[Stored data]
╔══

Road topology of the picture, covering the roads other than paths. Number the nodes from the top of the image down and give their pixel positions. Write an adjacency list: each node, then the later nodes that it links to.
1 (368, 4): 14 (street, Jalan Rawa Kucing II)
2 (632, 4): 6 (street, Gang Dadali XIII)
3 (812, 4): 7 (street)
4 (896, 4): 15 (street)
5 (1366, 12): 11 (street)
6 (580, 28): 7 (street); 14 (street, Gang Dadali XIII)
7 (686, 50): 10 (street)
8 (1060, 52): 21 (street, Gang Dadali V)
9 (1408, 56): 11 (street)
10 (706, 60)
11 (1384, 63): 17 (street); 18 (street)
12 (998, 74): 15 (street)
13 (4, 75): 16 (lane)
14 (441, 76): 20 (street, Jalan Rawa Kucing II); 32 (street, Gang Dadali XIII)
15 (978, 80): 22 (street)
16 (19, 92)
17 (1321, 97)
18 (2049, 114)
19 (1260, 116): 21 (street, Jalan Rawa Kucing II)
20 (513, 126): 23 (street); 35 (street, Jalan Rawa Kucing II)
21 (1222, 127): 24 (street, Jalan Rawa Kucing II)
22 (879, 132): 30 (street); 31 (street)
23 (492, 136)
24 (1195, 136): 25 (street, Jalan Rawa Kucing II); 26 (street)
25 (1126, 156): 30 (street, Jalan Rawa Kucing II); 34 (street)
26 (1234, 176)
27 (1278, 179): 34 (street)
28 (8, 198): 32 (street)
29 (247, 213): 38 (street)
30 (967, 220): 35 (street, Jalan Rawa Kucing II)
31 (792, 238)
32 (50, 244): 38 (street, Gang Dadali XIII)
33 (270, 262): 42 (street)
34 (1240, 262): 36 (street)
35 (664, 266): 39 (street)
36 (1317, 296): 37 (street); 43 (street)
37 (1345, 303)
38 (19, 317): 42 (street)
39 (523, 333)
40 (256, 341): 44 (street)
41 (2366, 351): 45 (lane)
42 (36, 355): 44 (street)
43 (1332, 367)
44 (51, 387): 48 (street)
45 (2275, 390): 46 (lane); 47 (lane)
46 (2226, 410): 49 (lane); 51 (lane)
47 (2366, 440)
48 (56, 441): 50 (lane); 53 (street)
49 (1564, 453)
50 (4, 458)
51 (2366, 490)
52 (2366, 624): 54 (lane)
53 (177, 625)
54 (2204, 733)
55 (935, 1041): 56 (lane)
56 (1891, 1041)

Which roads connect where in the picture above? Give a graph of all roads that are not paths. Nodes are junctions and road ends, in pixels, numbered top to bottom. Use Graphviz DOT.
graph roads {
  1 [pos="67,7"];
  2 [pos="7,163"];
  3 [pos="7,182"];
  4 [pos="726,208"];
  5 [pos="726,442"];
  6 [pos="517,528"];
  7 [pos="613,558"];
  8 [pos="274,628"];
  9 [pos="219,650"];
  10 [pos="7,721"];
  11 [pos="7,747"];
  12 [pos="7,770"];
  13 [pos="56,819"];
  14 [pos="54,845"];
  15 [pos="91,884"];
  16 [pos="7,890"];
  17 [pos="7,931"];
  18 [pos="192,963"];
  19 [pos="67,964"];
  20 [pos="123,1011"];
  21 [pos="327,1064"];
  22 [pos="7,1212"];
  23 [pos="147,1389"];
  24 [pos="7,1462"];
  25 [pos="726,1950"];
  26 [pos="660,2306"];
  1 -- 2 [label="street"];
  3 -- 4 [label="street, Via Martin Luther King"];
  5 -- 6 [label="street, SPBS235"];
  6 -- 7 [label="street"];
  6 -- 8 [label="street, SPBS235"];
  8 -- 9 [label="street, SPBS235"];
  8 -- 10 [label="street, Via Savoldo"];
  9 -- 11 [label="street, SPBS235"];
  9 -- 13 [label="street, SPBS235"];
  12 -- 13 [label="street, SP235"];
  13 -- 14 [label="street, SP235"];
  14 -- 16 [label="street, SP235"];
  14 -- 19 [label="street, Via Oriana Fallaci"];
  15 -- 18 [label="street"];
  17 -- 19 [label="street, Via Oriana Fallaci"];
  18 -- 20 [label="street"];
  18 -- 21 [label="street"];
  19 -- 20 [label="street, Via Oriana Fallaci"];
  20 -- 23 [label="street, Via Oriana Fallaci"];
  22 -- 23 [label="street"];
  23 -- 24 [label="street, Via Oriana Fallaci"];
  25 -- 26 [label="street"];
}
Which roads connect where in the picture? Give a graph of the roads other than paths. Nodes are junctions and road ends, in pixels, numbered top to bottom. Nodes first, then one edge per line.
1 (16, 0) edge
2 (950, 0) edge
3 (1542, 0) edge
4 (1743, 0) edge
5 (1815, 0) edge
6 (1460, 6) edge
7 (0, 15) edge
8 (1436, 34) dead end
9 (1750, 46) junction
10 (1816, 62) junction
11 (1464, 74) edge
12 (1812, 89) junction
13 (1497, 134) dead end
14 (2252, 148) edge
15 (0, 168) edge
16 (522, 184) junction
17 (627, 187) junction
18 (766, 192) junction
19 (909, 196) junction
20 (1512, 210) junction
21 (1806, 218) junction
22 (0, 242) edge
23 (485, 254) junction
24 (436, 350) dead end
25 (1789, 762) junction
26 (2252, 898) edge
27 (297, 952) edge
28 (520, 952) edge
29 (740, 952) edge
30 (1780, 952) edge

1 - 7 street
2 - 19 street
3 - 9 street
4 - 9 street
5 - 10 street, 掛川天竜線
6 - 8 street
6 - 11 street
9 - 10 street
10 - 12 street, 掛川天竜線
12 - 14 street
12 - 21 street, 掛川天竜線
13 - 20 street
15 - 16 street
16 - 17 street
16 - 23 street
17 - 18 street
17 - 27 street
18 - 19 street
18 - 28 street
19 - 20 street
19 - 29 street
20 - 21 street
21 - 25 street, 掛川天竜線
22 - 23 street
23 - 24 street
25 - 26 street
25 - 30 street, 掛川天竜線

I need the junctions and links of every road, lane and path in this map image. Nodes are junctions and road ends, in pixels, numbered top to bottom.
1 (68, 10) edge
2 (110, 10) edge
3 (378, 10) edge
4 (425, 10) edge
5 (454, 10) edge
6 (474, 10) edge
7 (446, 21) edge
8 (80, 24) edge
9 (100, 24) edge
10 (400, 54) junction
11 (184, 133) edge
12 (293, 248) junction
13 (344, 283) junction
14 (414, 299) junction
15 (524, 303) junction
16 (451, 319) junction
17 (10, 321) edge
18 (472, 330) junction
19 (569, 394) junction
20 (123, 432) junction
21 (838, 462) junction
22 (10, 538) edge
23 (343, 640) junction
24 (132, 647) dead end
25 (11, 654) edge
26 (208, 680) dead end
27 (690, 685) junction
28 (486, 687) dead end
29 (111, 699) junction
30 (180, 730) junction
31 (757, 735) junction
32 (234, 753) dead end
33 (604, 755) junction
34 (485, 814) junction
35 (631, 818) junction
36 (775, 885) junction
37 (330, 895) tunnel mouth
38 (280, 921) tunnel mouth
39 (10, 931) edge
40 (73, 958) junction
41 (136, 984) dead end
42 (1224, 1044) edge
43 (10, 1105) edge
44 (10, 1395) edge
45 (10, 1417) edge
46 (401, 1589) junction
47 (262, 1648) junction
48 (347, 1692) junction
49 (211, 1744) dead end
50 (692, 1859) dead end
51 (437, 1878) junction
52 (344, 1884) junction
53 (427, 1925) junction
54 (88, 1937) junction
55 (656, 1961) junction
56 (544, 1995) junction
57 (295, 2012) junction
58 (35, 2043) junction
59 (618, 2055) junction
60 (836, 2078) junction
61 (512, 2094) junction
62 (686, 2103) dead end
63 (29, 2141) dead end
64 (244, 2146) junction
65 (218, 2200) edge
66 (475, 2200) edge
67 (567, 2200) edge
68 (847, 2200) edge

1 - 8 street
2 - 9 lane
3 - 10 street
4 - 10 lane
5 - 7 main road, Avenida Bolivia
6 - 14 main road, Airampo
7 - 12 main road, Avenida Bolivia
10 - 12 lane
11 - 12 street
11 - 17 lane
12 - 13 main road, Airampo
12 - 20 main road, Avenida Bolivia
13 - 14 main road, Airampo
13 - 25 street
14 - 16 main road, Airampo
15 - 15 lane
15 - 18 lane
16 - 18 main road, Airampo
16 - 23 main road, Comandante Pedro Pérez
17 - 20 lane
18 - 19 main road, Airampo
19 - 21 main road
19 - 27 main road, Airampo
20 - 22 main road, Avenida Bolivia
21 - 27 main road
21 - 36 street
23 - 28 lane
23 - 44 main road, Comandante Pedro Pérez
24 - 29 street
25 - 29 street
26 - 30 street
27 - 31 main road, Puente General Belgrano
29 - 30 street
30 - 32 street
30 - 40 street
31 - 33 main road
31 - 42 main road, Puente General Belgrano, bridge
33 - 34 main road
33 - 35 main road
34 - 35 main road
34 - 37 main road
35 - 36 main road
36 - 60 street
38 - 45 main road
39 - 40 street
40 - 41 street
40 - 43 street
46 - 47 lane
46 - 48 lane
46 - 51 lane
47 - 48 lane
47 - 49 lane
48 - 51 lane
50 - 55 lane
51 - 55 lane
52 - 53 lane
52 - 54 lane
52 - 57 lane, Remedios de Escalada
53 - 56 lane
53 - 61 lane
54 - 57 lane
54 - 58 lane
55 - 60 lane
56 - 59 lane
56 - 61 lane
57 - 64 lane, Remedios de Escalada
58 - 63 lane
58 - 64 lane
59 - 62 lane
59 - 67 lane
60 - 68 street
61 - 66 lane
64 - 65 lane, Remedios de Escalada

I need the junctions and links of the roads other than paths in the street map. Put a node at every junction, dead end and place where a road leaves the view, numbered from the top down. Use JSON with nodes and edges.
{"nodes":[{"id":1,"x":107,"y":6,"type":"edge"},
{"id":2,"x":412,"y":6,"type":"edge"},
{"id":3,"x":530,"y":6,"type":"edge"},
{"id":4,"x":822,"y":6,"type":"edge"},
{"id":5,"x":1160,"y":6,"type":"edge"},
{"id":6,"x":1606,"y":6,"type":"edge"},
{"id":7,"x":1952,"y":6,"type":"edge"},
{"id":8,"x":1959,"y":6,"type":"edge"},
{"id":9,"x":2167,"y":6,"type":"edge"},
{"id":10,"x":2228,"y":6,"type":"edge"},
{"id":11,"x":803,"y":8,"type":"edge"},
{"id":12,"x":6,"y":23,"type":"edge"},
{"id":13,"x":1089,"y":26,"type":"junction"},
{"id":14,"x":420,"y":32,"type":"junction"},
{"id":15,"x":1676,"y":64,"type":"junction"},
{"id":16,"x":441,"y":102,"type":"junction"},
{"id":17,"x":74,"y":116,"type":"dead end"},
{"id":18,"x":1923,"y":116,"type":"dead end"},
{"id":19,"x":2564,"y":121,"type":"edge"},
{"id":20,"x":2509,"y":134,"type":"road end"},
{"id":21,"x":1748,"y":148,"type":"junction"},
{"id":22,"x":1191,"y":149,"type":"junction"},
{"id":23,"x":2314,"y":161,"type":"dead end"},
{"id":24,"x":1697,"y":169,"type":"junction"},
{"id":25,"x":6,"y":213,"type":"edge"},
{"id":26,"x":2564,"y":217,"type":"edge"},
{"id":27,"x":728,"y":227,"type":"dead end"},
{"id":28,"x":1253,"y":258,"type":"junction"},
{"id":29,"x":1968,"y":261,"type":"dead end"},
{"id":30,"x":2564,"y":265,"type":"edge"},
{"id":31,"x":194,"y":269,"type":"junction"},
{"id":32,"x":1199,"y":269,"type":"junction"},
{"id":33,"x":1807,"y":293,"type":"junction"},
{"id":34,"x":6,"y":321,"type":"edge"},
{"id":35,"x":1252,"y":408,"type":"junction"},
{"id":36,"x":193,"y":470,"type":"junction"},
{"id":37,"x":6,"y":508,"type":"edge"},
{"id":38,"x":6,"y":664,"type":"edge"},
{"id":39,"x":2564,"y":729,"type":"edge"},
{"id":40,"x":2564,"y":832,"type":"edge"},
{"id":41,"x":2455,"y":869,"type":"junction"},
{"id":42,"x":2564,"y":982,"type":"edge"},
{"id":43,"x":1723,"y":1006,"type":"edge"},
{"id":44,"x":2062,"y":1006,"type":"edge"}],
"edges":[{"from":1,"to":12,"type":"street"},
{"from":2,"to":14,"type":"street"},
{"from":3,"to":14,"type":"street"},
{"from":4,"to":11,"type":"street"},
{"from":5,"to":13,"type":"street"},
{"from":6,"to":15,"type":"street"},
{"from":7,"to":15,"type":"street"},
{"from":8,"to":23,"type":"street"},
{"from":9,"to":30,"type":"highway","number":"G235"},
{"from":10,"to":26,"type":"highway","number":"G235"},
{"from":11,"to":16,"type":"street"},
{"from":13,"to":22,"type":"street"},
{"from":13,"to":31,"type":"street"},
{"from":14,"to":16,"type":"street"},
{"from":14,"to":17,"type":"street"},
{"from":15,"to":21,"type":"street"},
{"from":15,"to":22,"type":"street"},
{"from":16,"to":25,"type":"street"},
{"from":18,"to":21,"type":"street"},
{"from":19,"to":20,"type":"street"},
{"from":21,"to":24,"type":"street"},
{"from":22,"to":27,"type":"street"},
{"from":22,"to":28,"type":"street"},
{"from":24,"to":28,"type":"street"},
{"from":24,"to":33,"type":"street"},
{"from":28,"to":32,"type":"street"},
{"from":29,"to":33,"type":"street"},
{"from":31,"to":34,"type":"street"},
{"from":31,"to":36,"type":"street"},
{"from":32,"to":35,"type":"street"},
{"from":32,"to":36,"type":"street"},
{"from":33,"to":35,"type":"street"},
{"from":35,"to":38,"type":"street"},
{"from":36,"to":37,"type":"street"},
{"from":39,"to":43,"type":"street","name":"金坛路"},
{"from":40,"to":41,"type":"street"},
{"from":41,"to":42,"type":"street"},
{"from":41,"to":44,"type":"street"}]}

╚══

Locate the word "Airampo" in the data above. Copy every line carrying it.

6 - 14 main road, Airampo
12 - 13 main road, Airampo
13 - 14 main road, Airampo
14 - 16 main road, Airampo
16 - 18 main road, Airampo
18 - 19 main road, Airampo
19 - 27 main road, Airampo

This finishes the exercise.